Un nuovo corso di formazione per religiose, in tre incontri, apre l’anno pastorale dell’Usmi. Una settimana di esercizi spirituali per le religiose straniere residenti nella Capitale di Federica Cifelli

Dedicato alla “Gestione della comunicazione in comunità” il nuovo corso di formazione per religiose che apre l’anno pastorale dell’Usmi.
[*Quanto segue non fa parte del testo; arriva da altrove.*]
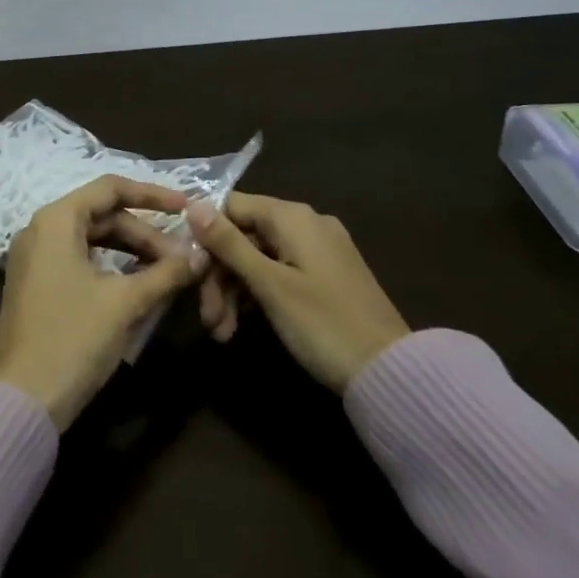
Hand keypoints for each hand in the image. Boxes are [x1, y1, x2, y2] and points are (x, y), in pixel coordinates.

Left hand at [0, 175, 208, 429]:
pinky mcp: (36, 284)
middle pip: (102, 215)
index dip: (152, 194)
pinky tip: (138, 284)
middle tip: (182, 258)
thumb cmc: (73, 339)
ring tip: (167, 271)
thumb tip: (200, 255)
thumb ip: (165, 273)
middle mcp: (40, 229)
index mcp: (56, 220)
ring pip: (92, 239)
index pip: (110, 188)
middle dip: (145, 233)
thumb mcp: (125, 303)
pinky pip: (79, 260)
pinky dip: (111, 266)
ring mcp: (35, 258)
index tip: (186, 207)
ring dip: (131, 251)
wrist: (22, 400)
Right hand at [186, 192, 409, 391]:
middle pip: (243, 235)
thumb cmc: (323, 325)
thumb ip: (229, 244)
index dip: (204, 234)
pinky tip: (241, 326)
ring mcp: (318, 250)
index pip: (231, 206)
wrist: (391, 373)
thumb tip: (192, 204)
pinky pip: (279, 272)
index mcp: (293, 217)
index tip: (187, 269)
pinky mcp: (325, 275)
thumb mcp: (269, 285)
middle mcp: (306, 223)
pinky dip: (257, 295)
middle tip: (207, 318)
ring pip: (259, 258)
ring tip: (221, 333)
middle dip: (219, 275)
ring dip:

Tre incontri organizzati in collaborazione con l’Istituto Mulieris dignitatem del Seraphicum, il 18 e il 25 settembre e il 2 ottobre, nell’Aula Sisto V della Facoltà Teologica San Bonaventura (via del Serafico 1), per «riqualificare la comunicazione all’interno della vita comunitaria», spiega Laura Tortorella, direttore didattico del Mulieris dignitatem.

«Nelle comunità religiose – le fa eco suor Giuseppina Abruzzini, responsabile dell’Usmi diocesana e coordinatrice del corso insieme a Tortorella – convivono esigenze e stili diversi di comunicazione, dovuti anche a nuove aspettative legate alla vita religiose. Se tutto questo viene partecipato può diventare una ricchezza per tutti».

Partecipare e condividere è la parola chiave che caratterizza anche l’altra iniziativa Usmi di apertura dell’anno: la settimana di esercizi spirituali per le religiose straniere residenti nella Capitale, dal 18 al 25 settembre a Grottaferrata, presso la casa dei padri Pallottini in via vecchia di Velletri 1. «L’idea – spiega la responsabile, suor Josephina Cattapan – è nata dall’ascolto di queste sorelle, alle quali offriamo anche altri momenti di fraternità durante l’anno. Cerchiamo di essere per loro delle vere sorelle: un punto di riferimento in ogni momento di scoraggiamento, di difficoltà». Di qui la scelta dei corsi di esercizi: uno a settembre, «di solito vicino a Roma», e uno nel tempo di Natale, a Verona, nella sede del Cum (Centro unitario missionario).